Extracted data below:

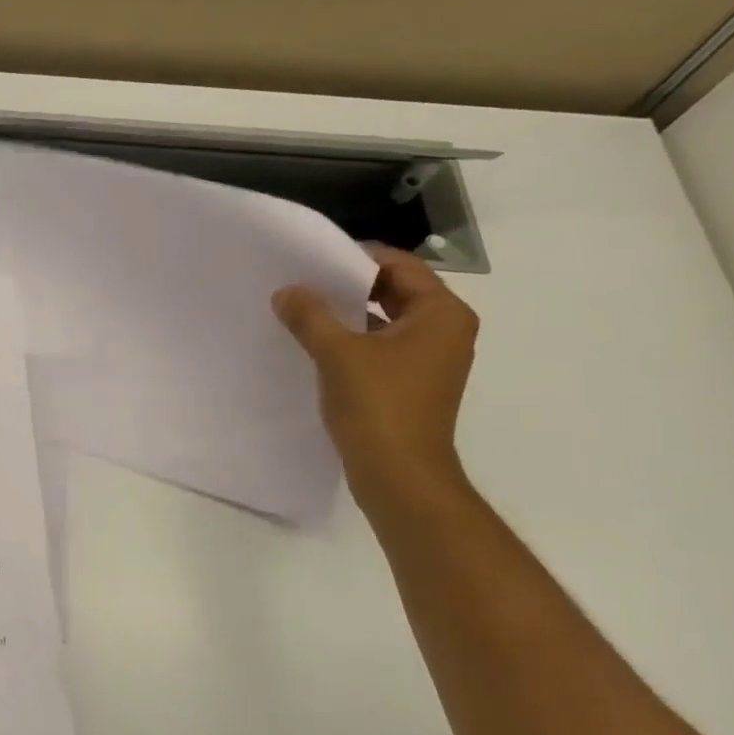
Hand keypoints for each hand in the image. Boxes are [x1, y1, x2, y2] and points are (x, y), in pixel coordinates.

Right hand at [272, 244, 478, 515]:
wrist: (400, 476)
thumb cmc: (378, 406)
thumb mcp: (337, 353)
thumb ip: (310, 315)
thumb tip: (287, 291)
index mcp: (441, 313)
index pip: (399, 265)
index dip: (355, 258)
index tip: (313, 259)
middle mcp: (446, 330)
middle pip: (395, 290)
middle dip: (349, 286)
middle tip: (304, 282)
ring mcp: (432, 360)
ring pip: (387, 321)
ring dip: (349, 315)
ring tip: (304, 311)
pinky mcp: (414, 384)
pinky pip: (383, 347)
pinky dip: (355, 342)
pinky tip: (318, 346)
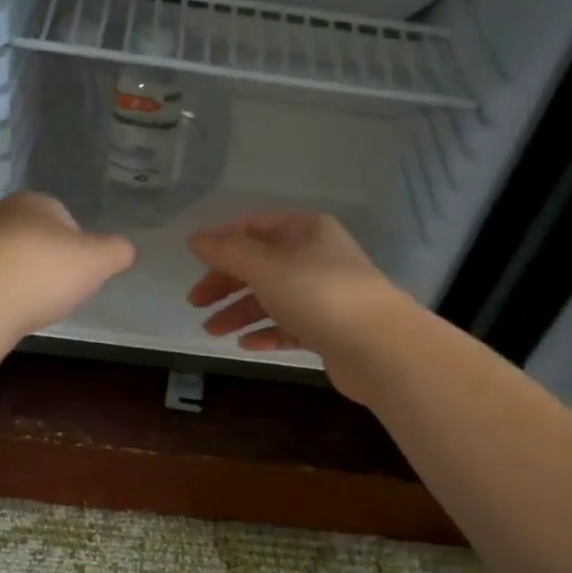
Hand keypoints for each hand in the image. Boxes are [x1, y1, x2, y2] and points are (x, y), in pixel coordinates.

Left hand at [0, 191, 135, 346]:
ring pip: (10, 258)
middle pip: (35, 237)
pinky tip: (11, 312)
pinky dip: (4, 294)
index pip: (64, 216)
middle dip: (49, 260)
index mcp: (33, 201)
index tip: (83, 271)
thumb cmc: (43, 272)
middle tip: (62, 289)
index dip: (78, 245)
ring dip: (24, 278)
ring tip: (36, 305)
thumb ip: (117, 251)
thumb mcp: (98, 260)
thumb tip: (126, 248)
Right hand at [186, 210, 409, 397]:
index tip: (195, 263)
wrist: (377, 345)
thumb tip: (195, 238)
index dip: (223, 242)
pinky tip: (246, 345)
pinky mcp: (329, 329)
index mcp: (306, 230)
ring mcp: (325, 294)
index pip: (255, 227)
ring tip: (212, 331)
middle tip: (195, 303)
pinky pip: (289, 326)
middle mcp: (316, 257)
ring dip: (240, 312)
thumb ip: (227, 252)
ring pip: (273, 298)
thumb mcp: (265, 266)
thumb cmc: (317, 293)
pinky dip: (266, 332)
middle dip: (226, 283)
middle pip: (261, 265)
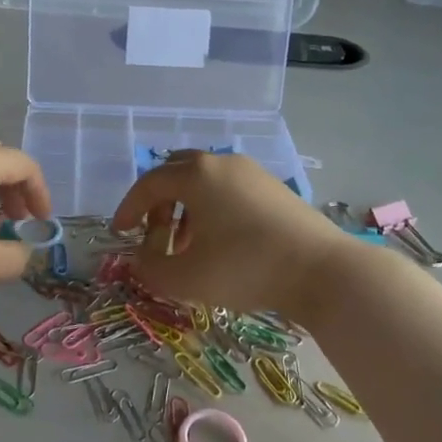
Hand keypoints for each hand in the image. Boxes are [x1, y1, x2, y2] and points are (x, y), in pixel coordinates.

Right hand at [110, 151, 356, 318]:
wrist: (322, 271)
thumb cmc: (245, 268)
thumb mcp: (187, 278)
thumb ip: (150, 269)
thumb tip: (140, 259)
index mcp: (195, 175)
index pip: (149, 184)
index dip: (128, 208)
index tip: (119, 233)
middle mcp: (222, 163)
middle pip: (176, 173)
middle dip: (158, 204)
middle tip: (154, 236)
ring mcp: (252, 172)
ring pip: (204, 182)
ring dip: (186, 209)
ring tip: (187, 246)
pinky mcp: (274, 188)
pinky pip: (228, 190)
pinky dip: (212, 210)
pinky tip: (221, 243)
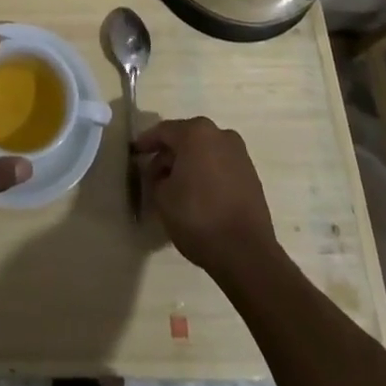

End of Extracted data.

Here the job is to copy the listing above word for word, starting at the line with "thumb mcp: (337, 353)" and ending at the line with "pinky tip: (246, 345)", and to leave out the pictures.

#### [Final answer]
thumb mcp: (337, 353)
thumb ip: (310, 315)
thumb tip: (287, 291)
index mcp: (441, 313)
index pip: (399, 265)
index dip: (355, 258)
index tip: (313, 259)
middle mcp: (446, 330)
middle pip: (395, 290)
middle dip: (349, 286)
middle tip: (304, 282)
ring mcp: (432, 360)
ring pip: (387, 321)
ring dip: (349, 315)
ring tip: (304, 311)
pinky mcp: (414, 384)
pinky pip: (383, 347)
pinky dip: (355, 342)
pinky tip: (318, 346)
Hand keypoints for each hand in the image. Boxes are [x1, y1, x2, y2] and points are (x, y), in pixel coordinates.

Left hand at [0, 191, 135, 346]:
ring pip: (10, 258)
middle pip: (35, 237)
pinky tip: (11, 312)
pinky dip: (4, 294)
index pip: (64, 216)
middle dip: (49, 260)
index mcp: (33, 201)
index tip: (83, 271)
thumb cmc: (43, 272)
middle tip: (62, 289)
index dip: (78, 245)
ring dip: (24, 278)
ring tip: (36, 305)
thumb ip: (117, 251)
thumb mcp: (98, 260)
thumb tip: (126, 248)
Right hand at [186, 210, 409, 397]:
index tip: (195, 263)
wrist: (377, 345)
thumb tip: (195, 238)
index dip: (223, 242)
pinky tip: (246, 345)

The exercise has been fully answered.